Retinoic acid (RA) and As2O3 treatment in transgenic models of acute promyelocytic leukemia (APL) unravel the distinct nature of the leukemogenic process induced by the PML-RARalpha and PLZF-RARalpha oncoproteins.

Acute promyelocytic leukemia (APL) is associated with chromosomal translocations always involving the RARalpha gene, which variably fuses to one of several distinct loci, including PML or PLZF (X genes) in t(15;17) or t(11;17), respectively. APL in patients harboring t(15;17) responds well to retinoic acid (RA) treatment and chemotherapy, whereas t(11;17) APL responds poorly to both treatments, thus defining a distinct syndrome. Here, we show that RA, As(2)O(3), and RA + As(2)O(3) prolonged survival in either leukemic PML-RARalpha transgenic mice or nude mice transplanted with PML-RARalpha leukemic cells. RA + As(2)O(3) prolonged survival compared with treatment with either drug alone. In contrast, neither in PLZF-RARalpha transgenic mice nor in nude mice transplanted with PLZF-RARalpha cells did any of the three regimens induce complete disease remission. Unexpectedly, therapeutic doses of RA and RA + As(2)O(3) can induce, both in vivo and in vitro, the degradation of either PML-RARalpha or PLZF-RARalpha proteins, suggesting that the maintenance of the leukemic phenotype depends on the continuous presence of the former, but not the latter. Our findings lead to three major conclusions with relevant therapeutic implications: (i) the X-RARalpha oncoprotein directly determines response to treatment and plays a distinct role in the maintenance of the malignant phenotype; (ii) As(2)O(3) and/or As(2)O(3) + RA combination may be beneficial for the treatment of t(15;17) APL but not for t(11;17) APL; and (iii) therapeutic strategies aimed solely at degrading the X-RARalpha oncoprotein may not be effective in t(11;17) APL.

Two critical hits for promyelocytic leukemia.

Acute promyelocytic leukemia (APL) is associated with chromosomal translocations that always involve the RARalpha gene, which variably fuses to one of several distinct loci, including PML or PLZF (X genes). Due to the reciprocity of the translocation, X-RARalpha and RARalpha-X fusion proteins coexist in APL blasts. PLZF-RARalpha transgenic mice (TM) develop leukemia that lacks the differentiation block at the promyelocytic stage that characterizes APL. We generated TM expressing RARalpha-PLZF and PLZF-RARalpha in their promyelocytes. RARalpha-PLZF TM do not develop leukemia. However, PLZF-RARalpha/RARalpha-PLZF double TM develop leukemia with classic APL features. We demonstrate that RARalpha-PLZF can interfere with PLZF transcriptional repression and that this is critical for APL pathogenesis, since leukemias in PLZF(-/-)/PLZF-RARalpha mutants and in PLZF-RARalpha/RARalpha-PLZF TM are indistinguishable.
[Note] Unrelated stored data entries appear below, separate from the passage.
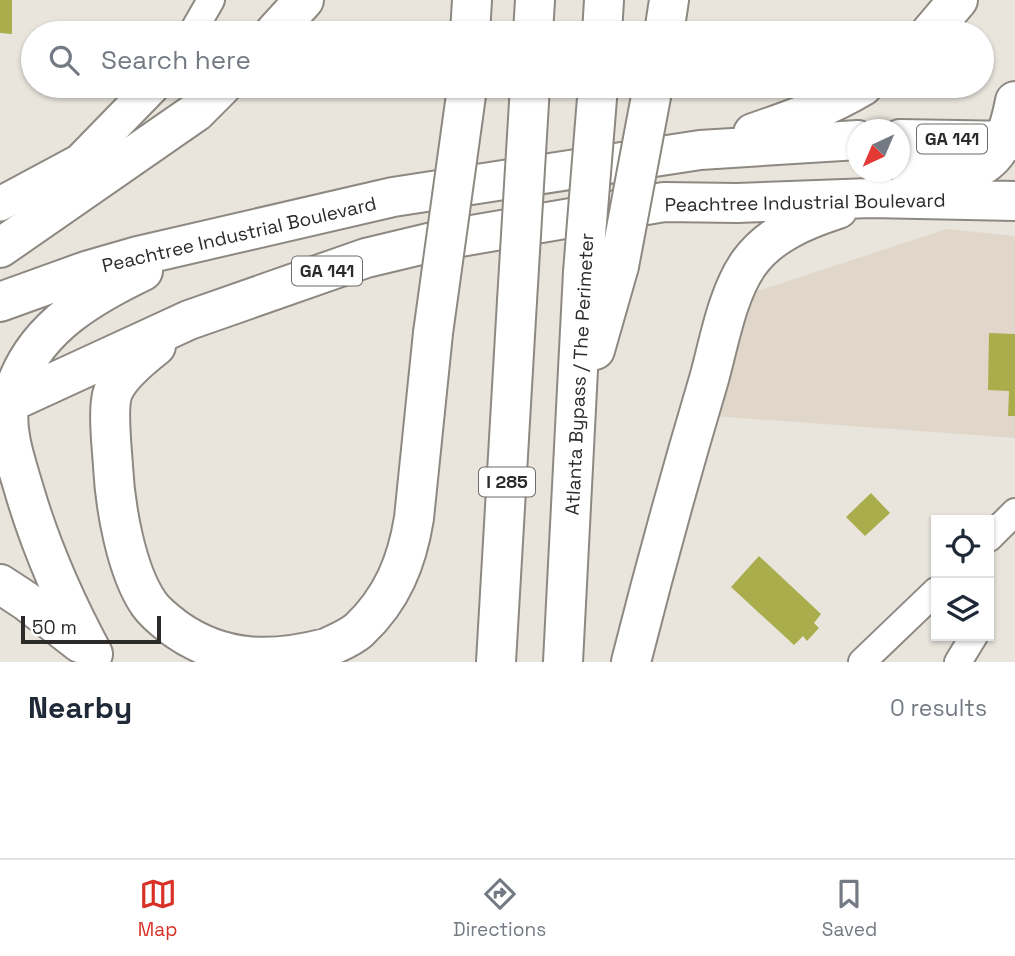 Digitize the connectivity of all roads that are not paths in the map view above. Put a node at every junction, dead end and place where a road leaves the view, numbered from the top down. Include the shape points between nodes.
1 (211, 0) edge
2 (304, 0) edge
3 (472, 0) edge
4 (535, 0) edge
5 (604, 0) edge
6 (669, 0) edge
7 (958, 0) edge
8 (199, 21) edge
9 (285, 21) edge
10 (471, 21) edge
11 (534, 21) edge
12 (603, 21) edge
13 (666, 21) edge
14 (940, 21) edge
15 (140, 98) edge
16 (210, 98) edge
17 (465, 98) edge
18 (529, 98) edge
19 (598, 98) edge
20 (650, 98) edge
21 (843, 98) edge
22 (1015, 101) edge
23 (910, 139) edge
24 (847, 140) edge
25 (1010, 141) edge
26 (700, 150) junction
27 (871, 198) junction
28 (1015, 201) edge
29 (664, 202) junction
30 (0, 204) edge
31 (211, 238) junction
32 (0, 248) edge
33 (601, 269) junction
34 (0, 302) edge
35 (189, 320) junction
36 (5, 405) edge
37 (1015, 512) edge
38 (994, 533) edge
39 (0, 584) edge
40 (931, 596) edge
41 (971, 641) edge
42 (97, 658) edge
43 (272, 662) edge
44 (272, 662) edge
45 (496, 662) edge
46 (563, 662) edge
47 (631, 662) edge
48 (862, 662) edge
49 (958, 662) edge

1 - 8 street
2 - 9 highway
3 - 10 highway
4 - 11 highway
5 - 12 highway
6 - 13 highway
7 - 14 highway
15 - 30 main road via 80,161
16 - 32 highway
17 - 43 highway, bridge via 410,546 389,595 357,631 304,657
18 - 45 highway, I 285, bridge
19 - 33 highway, Atlanta Bypass / The Perimeter, bridge
20 - 33 highway, bridge
21 - 26 highway
22 - 25 highway
23 - 25 highway, GA 141
24 - 26 highway, Peachtree Industrial Boulevard
25 - 29 highway via 981,166 958,176 749,184
26 - 31 highway, Peachtree Industrial Boulevard via 393,197
27 - 28 highway, Peachtree Industrial Boulevard / GA 141
27 - 29 highway, Peachtree Industrial Boulevard / GA 141
27 - 47 highway via 783,232 758,252 739,279
29 - 35 highway, Peachtree Industrial Boulevard / GA 141 via 437,241 366,258
31 - 34 highway, Peachtree Industrial Boulevard via 86,271
31 - 36 highway via 122,281 58,322 31,353
33 - 46 highway, Atlanta Bypass / The Perimeter via 576,416
35 - 36 highway, Peachtree Industrial Boulevard / GA 141
35 - 44 highway, bridge via 133,364 113,392 114,481 130,561 151,606 190,640 227,657
36 - 42 highway via 34,525 57,583
37 - 38 street
39 - 42 highway
40 - 48 street
41 - 49 street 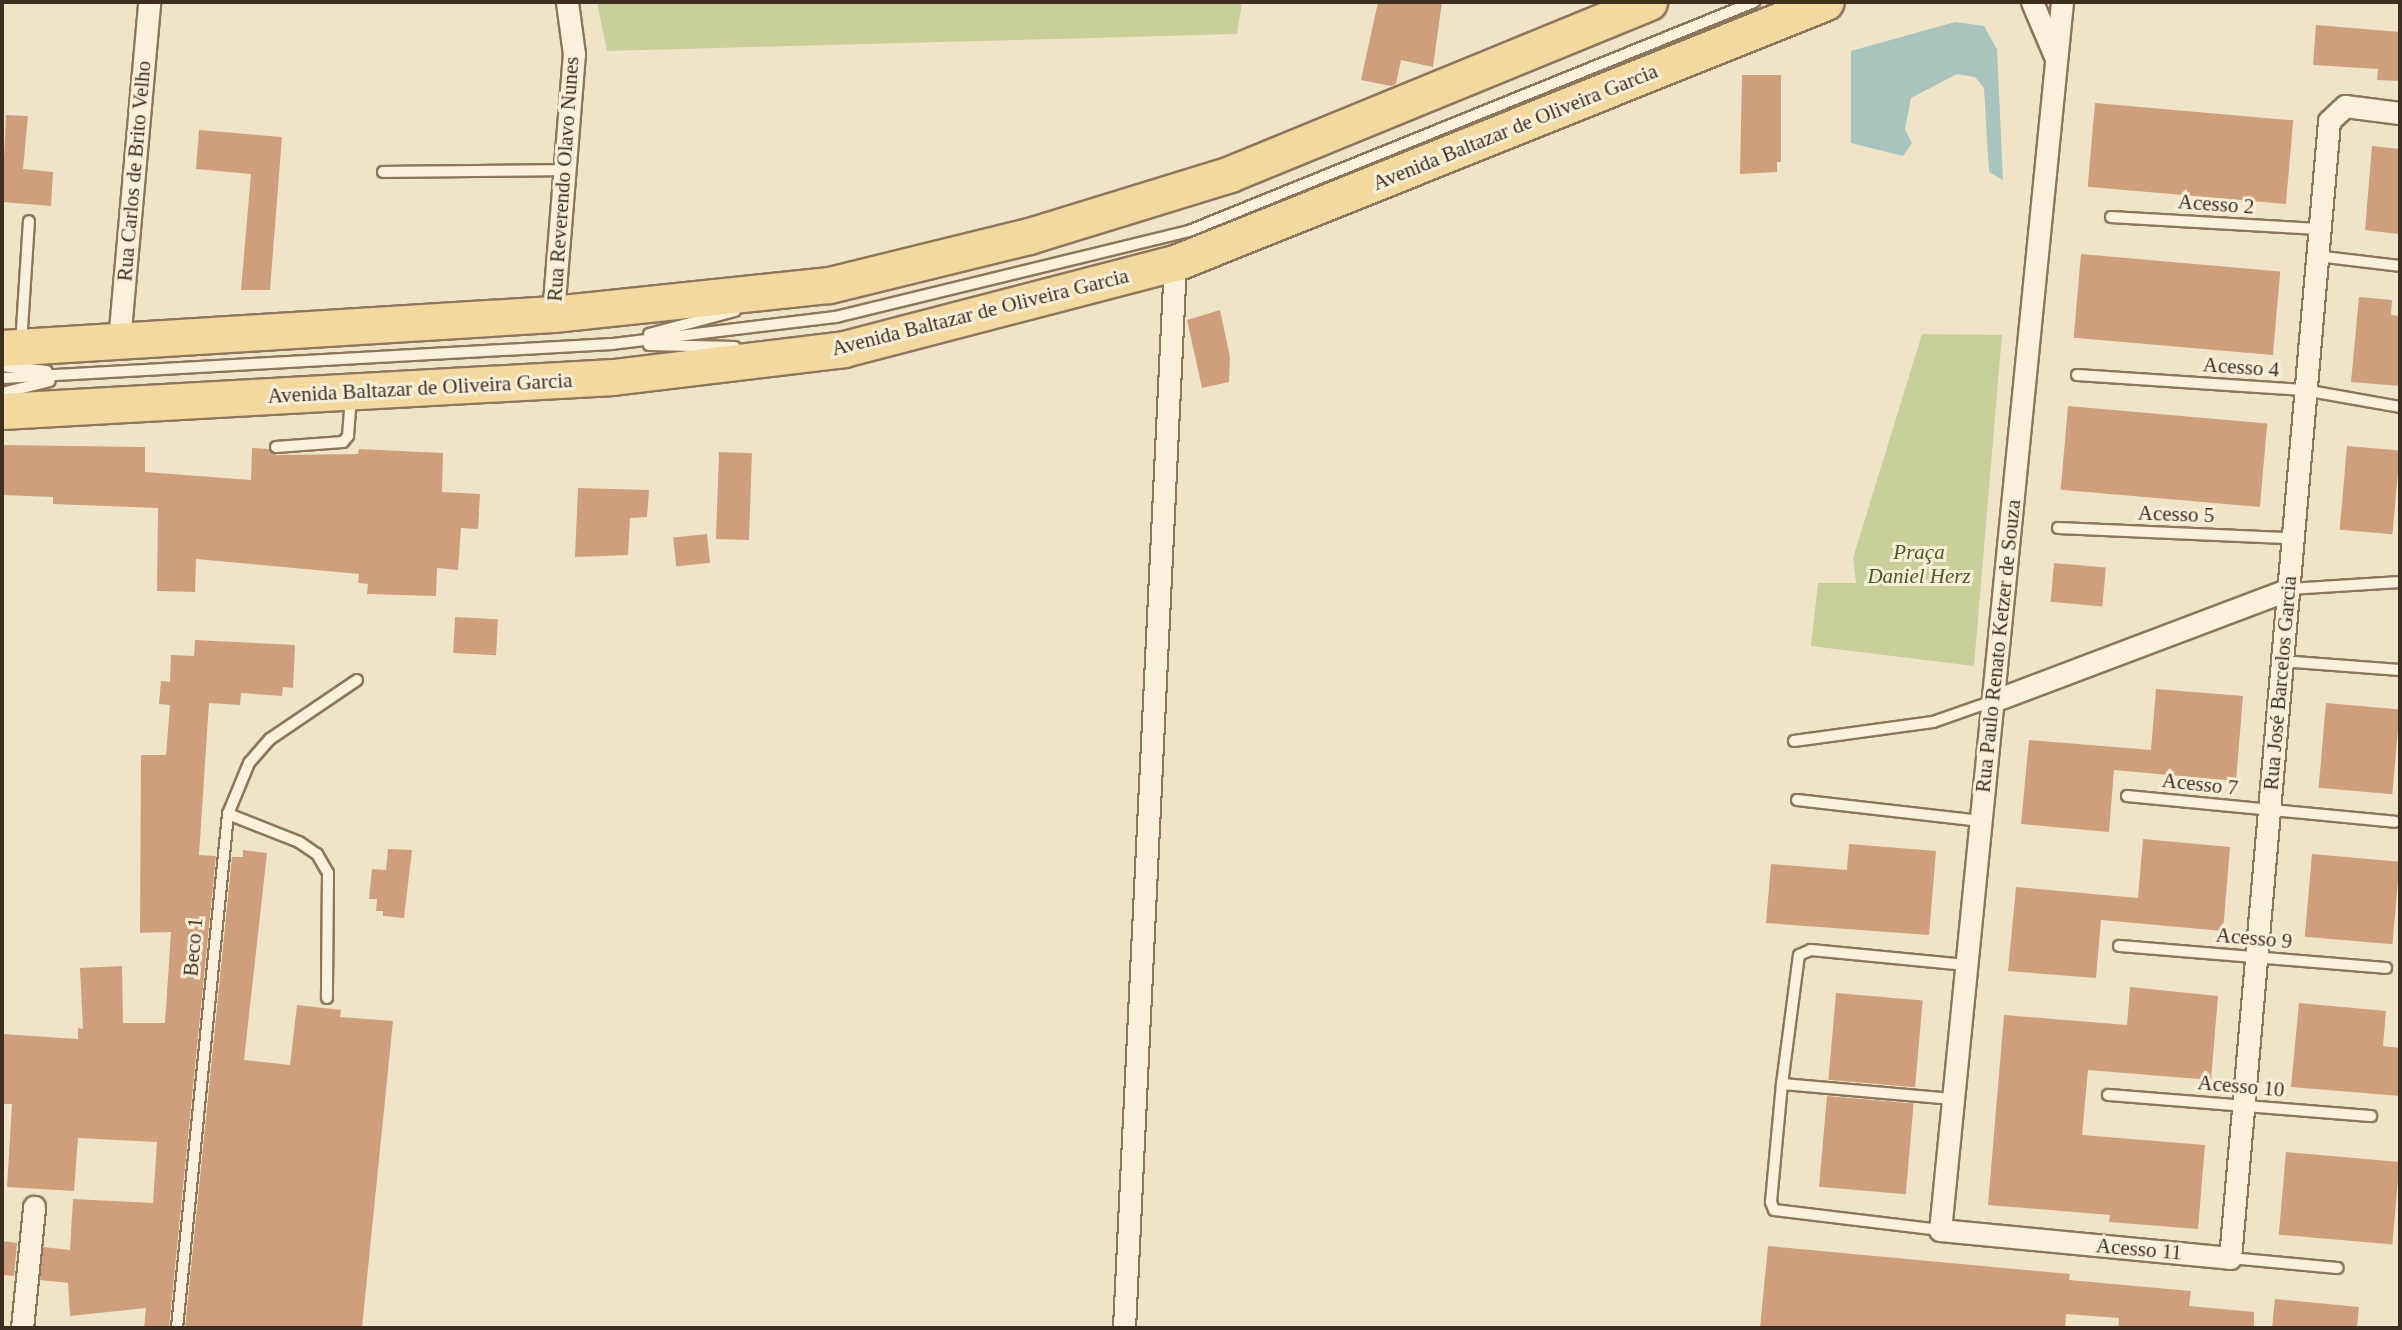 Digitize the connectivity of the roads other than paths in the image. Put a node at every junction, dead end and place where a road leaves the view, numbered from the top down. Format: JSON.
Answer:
{"nodes":[{"id":1,"x":149,"y":2,"type":"edge"},
{"id":2,"x":567,"y":2,"type":"edge"},
{"id":3,"x":1649,"y":2,"type":"edge"},
{"id":4,"x":1754,"y":2,"type":"edge"},
{"id":5,"x":1826,"y":2,"type":"edge"},
{"id":6,"x":2032,"y":2,"type":"edge"},
{"id":7,"x":2062,"y":2,"type":"edge"},
{"id":8,"x":2057,"y":61,"type":"junction"},
{"id":9,"x":2400,"y":113,"type":"edge"},
{"id":10,"x":568,"y":170,"type":"junction"},
{"id":11,"x":383,"y":173,"type":"dead end"},
{"id":12,"x":2111,"y":217,"type":"dead end"},
{"id":13,"x":29,"y":221,"type":"dead end"},
{"id":14,"x":2318,"y":229,"type":"junction"},
{"id":15,"x":2316,"y":256,"type":"junction"},
{"id":16,"x":1175,"y":263,"type":"junction"},
{"id":17,"x":2400,"y":266,"type":"edge"},
{"id":18,"x":829,"y":285,"type":"junction"},
{"id":19,"x":553,"y":314,"type":"junction"},
{"id":20,"x":119,"y":341,"type":"junction"},
{"id":21,"x":612,"y":344,"type":"junction"},
{"id":22,"x":844,"y":349,"type":"junction"},
{"id":23,"x":8,"y":354,"type":"edge"},
{"id":24,"x":78,"y":374,"type":"junction"},
{"id":25,"x":2077,"y":375,"type":"dead end"},
{"id":26,"x":2,"y":379,"type":"edge"},
{"id":27,"x":2304,"y":390,"type":"junction"},
{"id":28,"x":351,"y":391,"type":"junction"},
{"id":29,"x":2,"y":393,"type":"edge"},
{"id":30,"x":2400,"y":407,"type":"edge"},
{"id":31,"x":2,"y":411,"type":"edge"},
{"id":32,"x":275,"y":447,"type":"dead end"},
{"id":33,"x":2058,"y":528,"type":"dead end"},
{"id":34,"x":2291,"y":538,"type":"junction"},
{"id":35,"x":2400,"y":582,"type":"edge"},
{"id":36,"x":2289,"y":589,"type":"junction"},
{"id":37,"x":2281,"y":661,"type":"junction"},
{"id":38,"x":2400,"y":670,"type":"edge"},
{"id":39,"x":357,"y":680,"type":"dead end"},
{"id":40,"x":1993,"y":701,"type":"junction"},
{"id":41,"x":1794,"y":741,"type":"dead end"},
{"id":42,"x":2127,"y":796,"type":"dead end"},
{"id":43,"x":1797,"y":800,"type":"dead end"},
{"id":44,"x":2269,"y":810,"type":"junction"},
{"id":45,"x":228,"y":814,"type":"junction"},
{"id":46,"x":1981,"y":821,"type":"junction"},
{"id":47,"x":2395,"y":822,"type":"dead end"},
{"id":48,"x":2119,"y":946,"type":"dead end"},
{"id":49,"x":2256,"y":957,"type":"junction"},
{"id":50,"x":1966,"y":965,"type":"junction"},
{"id":51,"x":2386,"y":968,"type":"dead end"},
{"id":52,"x":327,"y":998,"type":"dead end"},
{"id":53,"x":1782,"y":1084,"type":"junction"},
{"id":54,"x":2108,"y":1095,"type":"dead end"},
{"id":55,"x":1953,"y":1099,"type":"junction"},
{"id":56,"x":2243,"y":1105,"type":"junction"},
{"id":57,"x":2371,"y":1116,"type":"dead end"},
{"id":58,"x":34,"y":1207,"type":"dead end"},
{"id":59,"x":1940,"y":1230,"type":"junction"},
{"id":60,"x":2230,"y":1258,"type":"junction"},
{"id":61,"x":2338,"y":1268,"type":"dead end"},
{"id":62,"x":22,"y":1328,"type":"edge"},
{"id":63,"x":177,"y":1328,"type":"edge"},
{"id":64,"x":1124,"y":1328,"type":"edge"}],
"edges":[{"from":1,"to":20,"type":"street","name":"Rua Carlos de Brito Velho"},
{"from":2,"to":10,"type":"street","name":"Rua Reverendo Olavo Nunes"},
{"from":3,"to":18,"type":"main road"},
{"from":4,"to":21,"type":"lane"},
{"from":5,"to":16,"type":"main road","name":"Avenida Baltazar de Oliveira Garcia"},
{"from":6,"to":8,"type":"street","name":"Rua Paulo Renato Ketzer de Souza"},
{"from":7,"to":8,"type":"street","name":"Rua Paulo Renato Ketzer de Souza"},
{"from":8,"to":40,"type":"street","name":"Rua Paulo Renato Ketzer de Souza"},
{"from":9,"to":14,"type":"street","name":"Rua José Barcelos Garcia"},
{"from":10,"to":11,"type":"lane"},
{"from":10,"to":19,"type":"street","name":"Rua Reverendo Olavo Nunes"},
{"from":12,"to":14,"type":"lane","name":"Acesso 2"},
{"from":13,"to":23,"type":"lane"},
{"from":14,"to":15,"type":"street","name":"Rua José Barcelos Garcia"},
{"from":15,"to":17,"type":"lane"},
{"from":15,"to":27,"type":"street","name":"Rua José Barcelos Garcia"},
{"from":16,"to":22,"type":"main road","name":"Avenida Baltazar de Oliveira Garcia"},
{"from":16,"to":64,"type":"street"},
{"from":18,"to":19,"type":"main road"},
{"from":18,"to":21,"type":"lane"},
{"from":19,"to":20,"type":"main road"},
{"from":20,"to":23,"type":"main road"},
{"from":21,"to":22,"type":"lane"},
{"from":21,"to":24,"type":"lane"},
{"from":22,"to":28,"type":"main road","name":"Avenida Baltazar de Oliveira Garcia"},
{"from":23,"to":24,"type":"lane"},
{"from":24,"to":26,"type":"lane"},
{"from":24,"to":29,"type":"lane"},
{"from":25,"to":27,"type":"lane","name":"Acesso 4"},
{"from":27,"to":30,"type":"lane","name":"Acesso 4"},
{"from":27,"to":34,"type":"street","name":"Rua José Barcelos Garcia"},
{"from":28,"to":31,"type":"main road","name":"Avenida Baltazar de Oliveira Garcia"},
{"from":28,"to":32,"type":"lane"},
{"from":33,"to":34,"type":"lane","name":"Acesso 5"},
{"from":34,"to":36,"type":"street","name":"Rua José Barcelos Garcia"},
{"from":35,"to":36,"type":"lane"},
{"from":36,"to":37,"type":"street","name":"Rua José Barcelos Garcia"},
{"from":36,"to":40,"type":"street"},
{"from":37,"to":38,"type":"lane"},
{"from":37,"to":44,"type":"street","name":"Rua José Barcelos Garcia"},
{"from":39,"to":45,"type":"lane","name":"Beco 1"},
{"from":40,"to":41,"type":"lane"},
{"from":40,"to":46,"type":"street","name":"Rua Paulo Renato Ketzer de Souza"},
{"from":42,"to":44,"type":"lane","name":"Acesso 7"},
{"from":43,"to":46,"type":"lane"},
{"from":44,"to":47,"type":"lane","name":"Acesso 7"},
{"from":44,"to":49,"type":"street","name":"Rua José Barcelos Garcia"},
{"from":45,"to":52,"type":"lane"},
{"from":45,"to":63,"type":"lane","name":"Beco 1"},
{"from":46,"to":50,"type":"street","name":"Rua Paulo Renato Ketzer de Souza"},
{"from":48,"to":49,"type":"lane","name":"Acesso 9"},
{"from":49,"to":51,"type":"lane","name":"Acesso 9"},
{"from":49,"to":56,"type":"street","name":"Rua José Barcelos Garcia"},
{"from":50,"to":53,"type":"lane"},
{"from":50,"to":55,"type":"street","name":"Rua Paulo Renato Ketzer de Souza"},
{"from":53,"to":55,"type":"lane"},
{"from":53,"to":59,"type":"lane"},
{"from":54,"to":56,"type":"lane","name":"Acesso 10"},
{"from":55,"to":59,"type":"street","name":"Rua Paulo Renato Ketzer de Souza"},
{"from":56,"to":57,"type":"lane","name":"Acesso 10"},
{"from":56,"to":60,"type":"street","name":"Rua José Barcelos Garcia"},
{"from":58,"to":62,"type":"street"},
{"from":59,"to":60,"type":"street","name":"Acesso 11"},
{"from":60,"to":61,"type":"lane","name":"Acesso 11"}]}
Thus, both products of a cancer-associated translocation are crucial in determining the distinctive features of the disease.

Acute leukemia with promyelocytic features in PML/RARalpha transgenic mice.

Acute promyelocytic leukemia (APL) is associated with reciprocal chromosomal translocations involving the retinoic acid receptor alpha (RARalpha) locus on chromosome 17. In the majority of cases, RARalpha translocates and fuses with the promyelocytic leukemia (PML) gene located on chromosome 15. The resulting fusion genes encode the two structurally unique PML/RARalpha and RARalpha/PML fusion proteins as well as aberrant PML gene products, the respective pathogenetic roles of which have not been elucidated. We have generated transgenic mice in which the PML/RARalpha fusion protein is specifically expressed in the myeloid-promyelocytic lineage. During their first year of life, all the PML/RARalpha transgenic mice have an abnormal hematopoiesis that can best be described as a myeloproliferative disorder. Between 12 and 14 months of age, 10% of them develop a form of acute leukemia with a differentiation block at the promyelocytic stage that closely mimics human APL even in its response to retinoic acid. Our results are conclusive in vivo evidence that PML/RARalpha plays a crucial role in the pathogenesis of APL.